The proposal, however, is only a fraction of the $105.1 million long-range facilities needs request submitted by the school board earlier this year. (Another $15.9 million was estimated for operating costs in the school board's original request. But Smith said he believes most of his proposed improvements can be done with little to no operational increase.)
"Is this everything they need? Absolutely not. But this is a good start. I think this is reasonable and affordable," Smith said. "I tried to use their data. These really were the top priorities."
But the proposal goes beyond just facility construction and renovation.
Also included in it are several policy recommendations.
The first is the continued hiring of project managers for large construction projects to help control cost overruns.
The second is the establishment of guidelines for the use of mobile classrooms.
"We know mobile classrooms are acceptable, but to what degree and how many," Smith said.
The third is the establishment of an annual small projects facilities budget to pay cash when possible.
The fourth is that before any new school is built, the school board develop an efficiency cost analysis of existing facilities and analyze current education trends and alternatives to new construction.
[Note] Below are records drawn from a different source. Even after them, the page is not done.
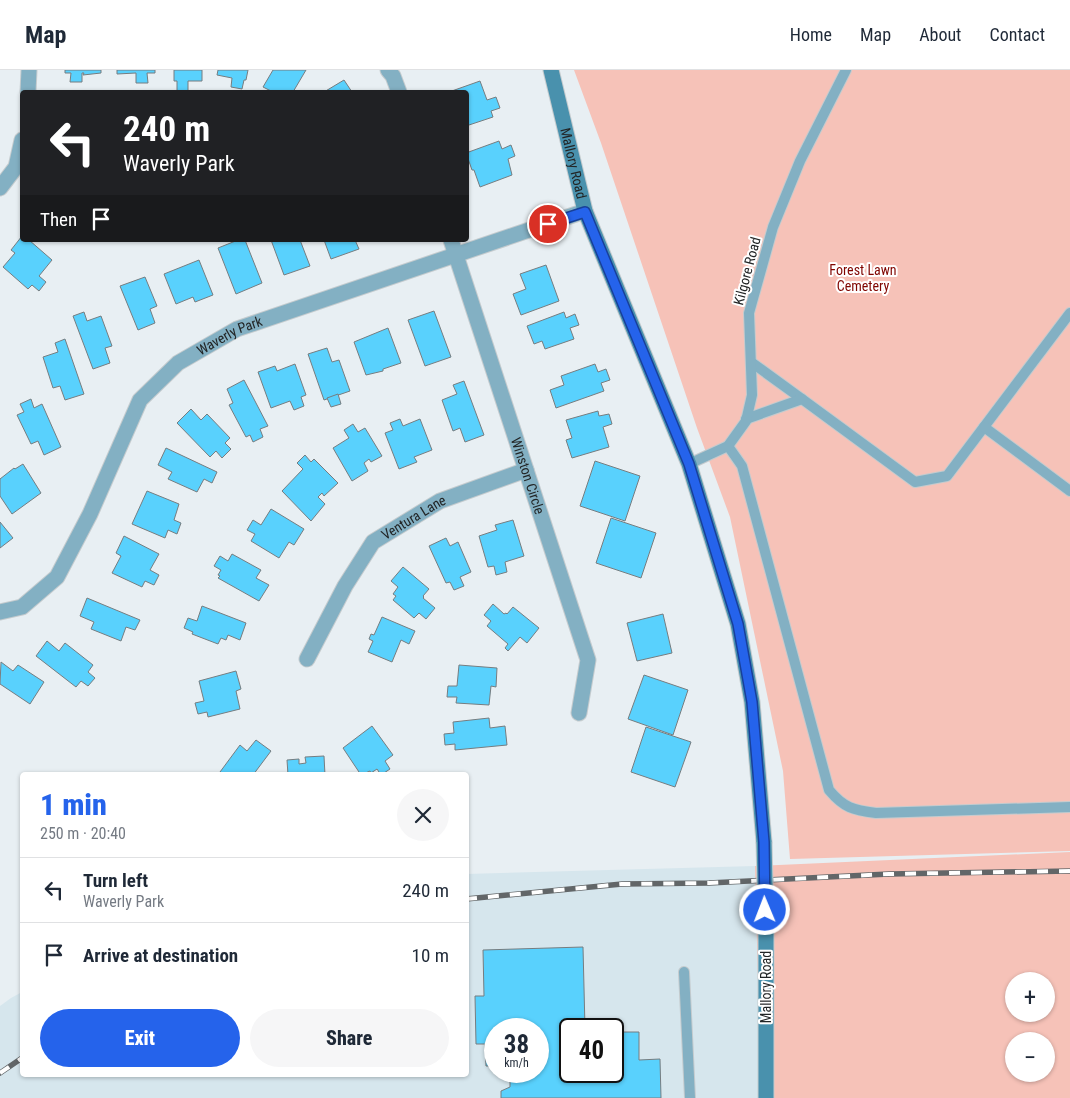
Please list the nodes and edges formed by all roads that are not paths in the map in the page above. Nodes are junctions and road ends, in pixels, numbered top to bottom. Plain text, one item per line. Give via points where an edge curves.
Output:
1 (29, 70) edge
2 (388, 70) edge
3 (551, 70) edge
4 (846, 70) edge
5 (28, 90) edge
6 (398, 90) edge
7 (20, 149) edge
8 (0, 188) edge
9 (585, 212) junction
10 (452, 242) edge
11 (456, 255) junction
12 (1070, 313) edge
13 (751, 362) junction
14 (802, 399) junction
15 (746, 419) junction
16 (984, 427) junction
17 (728, 446) junction
18 (689, 464) junction
19 (526, 470) junction
20 (1070, 491) edge
21 (0, 612) edge
22 (307, 659) dead end
23 (580, 713) dead end
24 (1070, 807) edge
25 (684, 972) dead end
26 (690, 1098) edge
27 (766, 1098) edge

1 - 5 street
2 - 6 street
3 - 9 street, Mallory Road
4 - 13 lane, Kilgore Road via 800,161 773,227 749,313
7 - 8 street via 16,167
9 - 11 street, Waverly Park
9 - 18 street, Mallory Road
10 - 11 street, Winston Circle
11 - 19 street, Winston Circle
11 - 21 street, Waverly Park via 236,329 178,363 140,400 90,514 57,577 22,607
12 - 16 lane
13 - 14 lane
13 - 15 lane, Kilgore Road via 752,395
14 - 15 lane
14 - 16 lane via 915,482 947,476
15 - 17 lane, Kilgore Road
16 - 20 lane
17 - 18 lane
17 - 24 lane via 742,466 829,790 839,802 853,810 876,813
18 - 27 street, Mallory Road, bridge via 738,624 752,702 764,842
19 - 22 street, Ventura Lane via 440,501 373,542 345,586
19 - 23 street, Winston Circle via 588,660
25 - 26 lane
And finally, the fifth is the development, in coordination with the county, of an annual current expense budget policy.
"I have to stay under 2 percent (growth) for operations. So let's talk about the schools," Smith said. "They need to know what they can depend on."
Those recommendations, he continued, also were developed with Taylor's consent.
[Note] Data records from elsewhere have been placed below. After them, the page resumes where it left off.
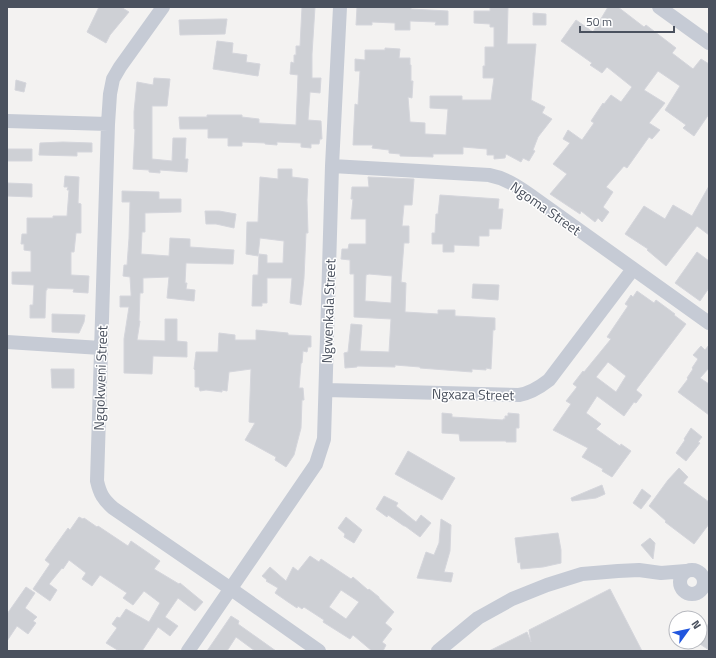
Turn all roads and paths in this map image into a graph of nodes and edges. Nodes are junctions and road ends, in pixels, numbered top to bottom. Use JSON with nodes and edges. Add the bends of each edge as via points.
{"nodes":[{"id":1,"x":163,"y":7,"type":"edge"},
{"id":2,"x":340,"y":7,"type":"edge"},
{"id":3,"x":659,"y":7,"type":"edge"},
{"id":4,"x":709,"y":43,"type":"edge"},
{"id":5,"x":7,"y":121,"type":"edge"},
{"id":6,"x":108,"y":124,"type":"junction"},
{"id":7,"x":332,"y":166,"type":"junction"},
{"id":8,"x":633,"y":269,"type":"junction"},
{"id":9,"x":709,"y":324,"type":"edge"},
{"id":10,"x":7,"y":342,"type":"edge"},
{"id":11,"x":101,"y":348,"type":"junction"},
{"id":12,"x":326,"y":390,"type":"junction"},
{"id":13,"x":683,"y":577,"type":"junction"},
{"id":14,"x":706,"y":582,"type":"edge"},
{"id":15,"x":231,"y":588,"type":"junction"},
{"id":16,"x":188,"y":651,"type":"edge"},
{"id":17,"x":319,"y":651,"type":"edge"},
{"id":18,"x":438,"y":651,"type":"edge"}],
"edges":[{"from":1,"to":6,"type":"street","name":"Ngqokweni Street","via":[[113,79]]},
{"from":2,"to":7,"type":"street","name":"Ngwenkala Street"},
{"from":3,"to":4,"type":"street"},
{"from":5,"to":6,"type":"street"},
{"from":6,"to":11,"type":"street","name":"Ngqokweni Street"},
{"from":7,"to":8,"type":"street","name":"Ngoma Street","via":[[501,177]]},
{"from":7,"to":12,"type":"street","name":"Ngwenkala Street"},
{"from":8,"to":9,"type":"street","name":"Ngoma Street"},
{"from":8,"to":12,"type":"street","name":"Ngxaza Street","via":[[549,380],[526,394]]},
{"from":10,"to":11,"type":"street"},
{"from":11,"to":15,"type":"street","name":"Ngqokweni Street","via":[[96,481],[104,499],[113,508]]},
{"from":12,"to":15,"type":"street","name":"Ngwenkala Street","via":[[324,438],[316,464]]},
{"from":13,"to":14,"type":"street","via":[[694,570]]},
{"from":13,"to":14,"type":"street","via":[[684,591],[687,593],[696,593]]},
{"from":13,"to":18,"type":"street","via":[[639,570],[582,574],[512,599],[478,618]]},
{"from":15,"to":16,"type":"street","name":"Ngwenkala Street"},
{"from":15,"to":17,"type":"street","name":"Ngqokweni Street"}]}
"I think he understands the spirit of these recommendations," Smith said. "I think they're reasonable. And moving forward with this piece is contingent on acting on these recommendations."
The only one that might fall outside that expectation, he added, is the annual budget policy -- a potentially complicated issue to negotiate.
He indicated, though, that the package already has the informal approval of his board.
"I think this is a good beginning and look forward to discussing this more with other board members and the school board," Gray said in a written statement.
Smith hopes it will be taken up at the next board of education meeting, which Taylor and Mrs. Smith could be as early as next week.
"This is my proposal to go to Dr. Taylor to be presented to the school board to see if it's what they want to do," Smith said. "What the school board's going to think? I don't know.
"But I feel very confident that if the school board says yes to this concept, then you'll get an affirmative from my board and we'll sit down and approve this kind of in chunks and pieces (as they come up).
"The schools have waited a long time and I think it's time to get started."
The series of meetings were prompted by the concerns of a group of local industry leaders who were interested in improving education outcomes in Wayne County.
Wayne County Businesses for Excellence in Education facilitated meetings between the county commissioners and the board of education to get the lines of communication open and the work in process.
Jimmie Edmundson, one of the dozens of business leaders who took part in the effort, said this is only the "first step of what should be an ongoing dialogue about the education of children in Wayne County.
"Facilities are important, but that is just one piece of it," he said. "We want a comprehensive plan that makes sense."
Edmundson said a final school plan will include facilities needs, county finances and initiatives to improve student outcomes and reduce dropouts.
"We are in it for the long haul," he said. "We want to help."
-- Staff writer Phyllis Moore and News-Argus Editor Renee Carey contributed to this report.